HHS rebranding exchanges as marketplaces
In the language of American health reform, “exchange” and “marketplace” have been pretty much interchangeable. Now, though, the Department of Health and Human Services is embracing the word marketplace in official communications, as part of a revamped public outreach effort.
Eagle-eyed Beltway media outlets like The Hill spotted the PR switch, coming amid lingering political opposition to the Affordable Care Act and as HHS prepares to operate federally-facilitated health insurance exchanges in 31 states.
Following the expectations of ACA drafters, HHS officials thought the agency would mostly be financially supporting and regulating state-based exchanges — not operating dozens of them and building so many in such a short span of time.
There’s about a month left for states to choose a state-federal partnership exchange, if governors and legislatures from the 31 states set to have federal-exchanges want to share some of the IT, regulatory and outreach work.

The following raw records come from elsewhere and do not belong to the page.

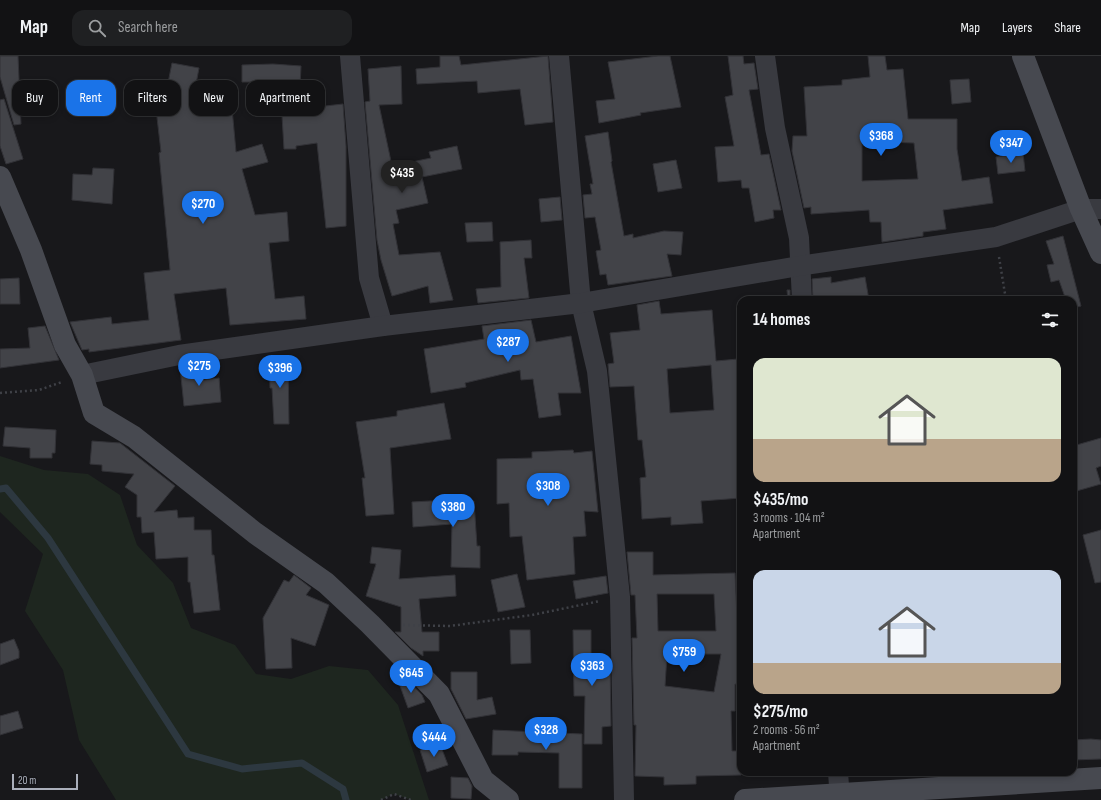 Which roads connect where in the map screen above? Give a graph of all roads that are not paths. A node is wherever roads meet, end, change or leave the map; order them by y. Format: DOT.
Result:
graph roads {
  1 [pos="350,56"];
  2 [pos="560,56"];
  3 [pos="765,56"];
  4 [pos="1023,56"];
  5 [pos="0,177"];
  6 [pos="1091,209"];
  7 [pos="1101,253"];
  8 [pos="799,266"];
  9 [pos="802,296"];
  10 [pos="581,303"];
  11 [pos="383,326"];
  12 [pos="82,375"];
  13 [pos="838,776"];
  14 [pos="1101,778"];
  15 [pos="840,797"];
  16 [pos="508,800"];
  17 [pos="624,800"];
  18 [pos="745,800"];
  1 -- 11 [label="street"];
  2 -- 10 [label="street"];
  3 -- 8 [label="street"];
  4 -- 6 [label="street"];
  5 -- 12 [label="street"];
  6 -- 7 [label="street"];
  6 -- 8 [label="street"];
  8 -- 9 [label="street"];
  8 -- 10 [label="street"];
  10 -- 11 [label="street"];
  10 -- 17 [label="street"];
  11 -- 12 [label="street"];
  12 -- 16 [label="street"];
  13 -- 15 [label="street"];
  14 -- 15 [label="street"];
  15 -- 18 [label="street"];
}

Whether or not HHS’s exchange-marketplace rebranding will garner the support of reluctant state lawmakers, as October 2013 enrollment approaches, some health policy analysts do think the word marketplace is a better descriptor for communicating with average Americans, like those who’ll be buying insurance with premium assistance.

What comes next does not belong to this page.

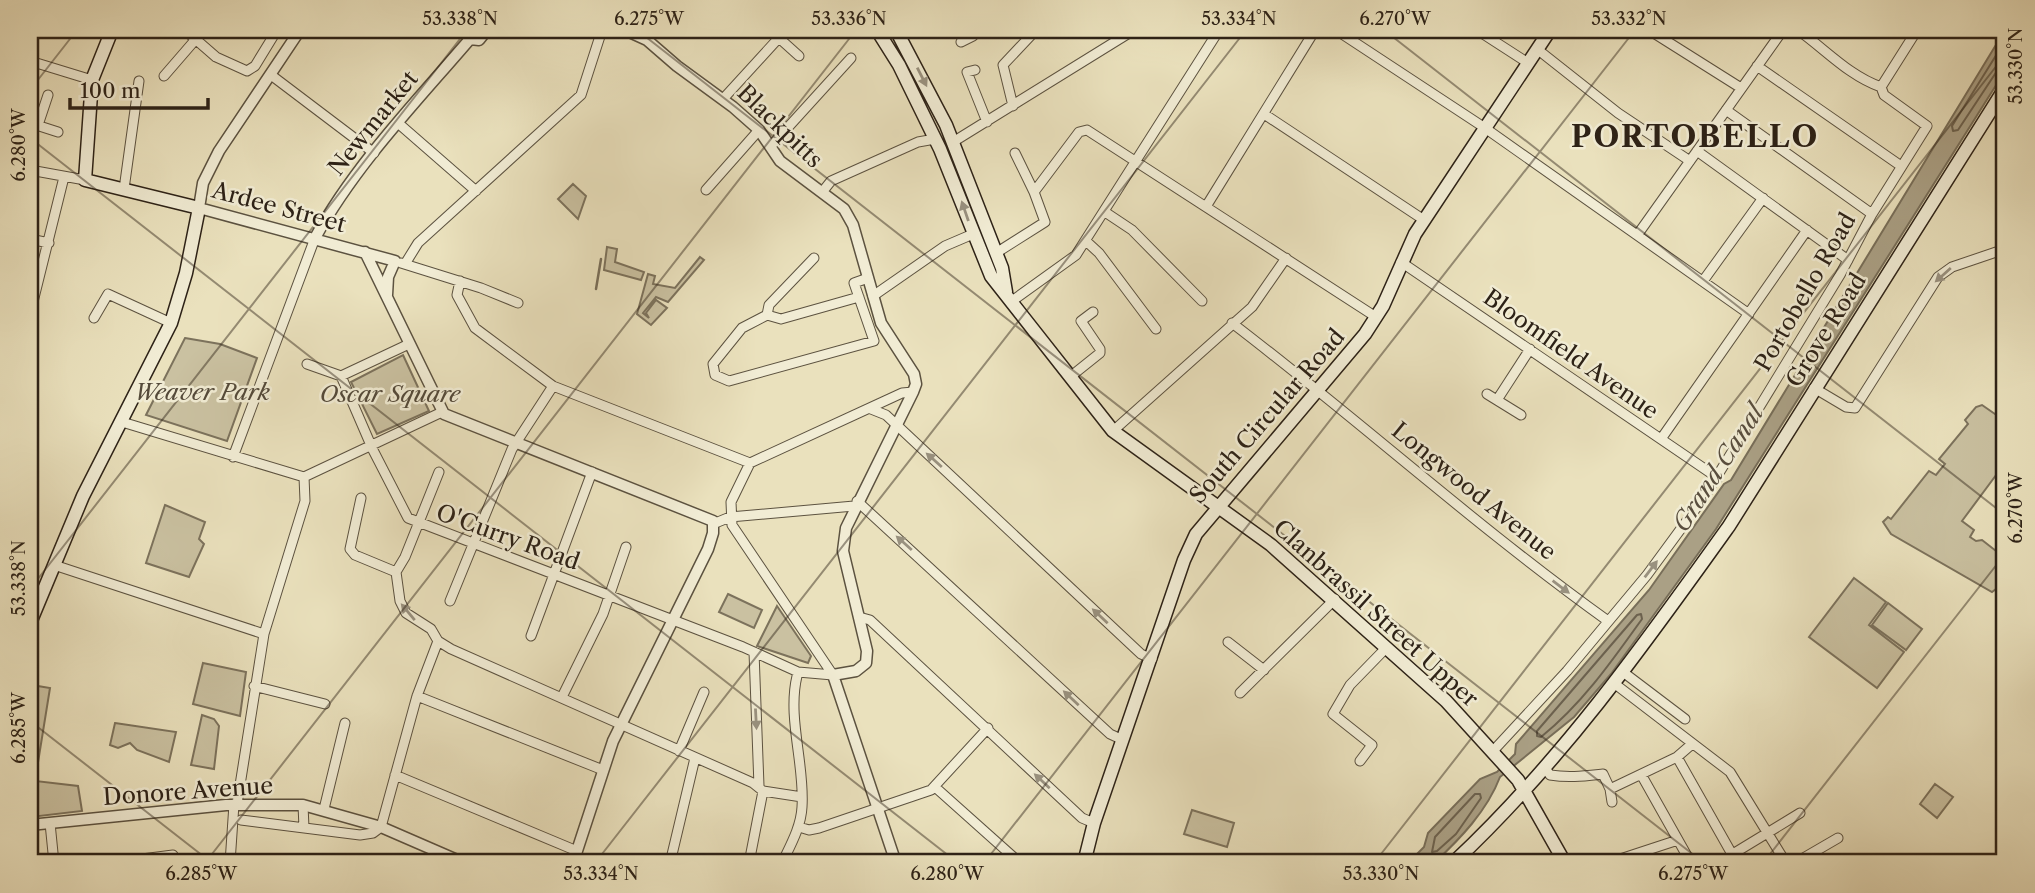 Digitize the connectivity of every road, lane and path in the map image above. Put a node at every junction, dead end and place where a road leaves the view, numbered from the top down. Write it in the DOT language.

“The target here is not to make states change,” Alan Weil, executive director of the National Academy of State Health Policy, told The Hill. “I do think they have come to the realization that the term ‘exchange’ does not actually communicate much to the average citizen.”
Exchange and marketplace have been interchangeable prior to the ACA, although “exchange” appears in the ACA 335 times, while the word marketplace is never mentioned, and indeed the acronym HIX has become pretty useful for industry workers.
Other publicly-created exchanges haven’t been so clear cut. The Utah small business exchange, now called Avenue H, sees no mention of exchange or marketplace in its establishing law, instead mandating the creation of an Internet portal for selling health plans.
Florida Health Choices, a small business exchange created by the legislature in 2009 (and spearheaded by then Republican House Speaker Marco Rubio), is dubbed a marketplace, with its statute referring only to an “exchange process.”
In an FAQ on Florida Health Choices’ website, one question asks, “Is this the same as the 'health exchanges' being mandated by the federal government?”
“The Marketplace is not the same as a ‘health exchange,’” the website reads. “There are no mandates as to the products and plans that an insurer is allowed to offer, and there are no requirements for a small business to participate.”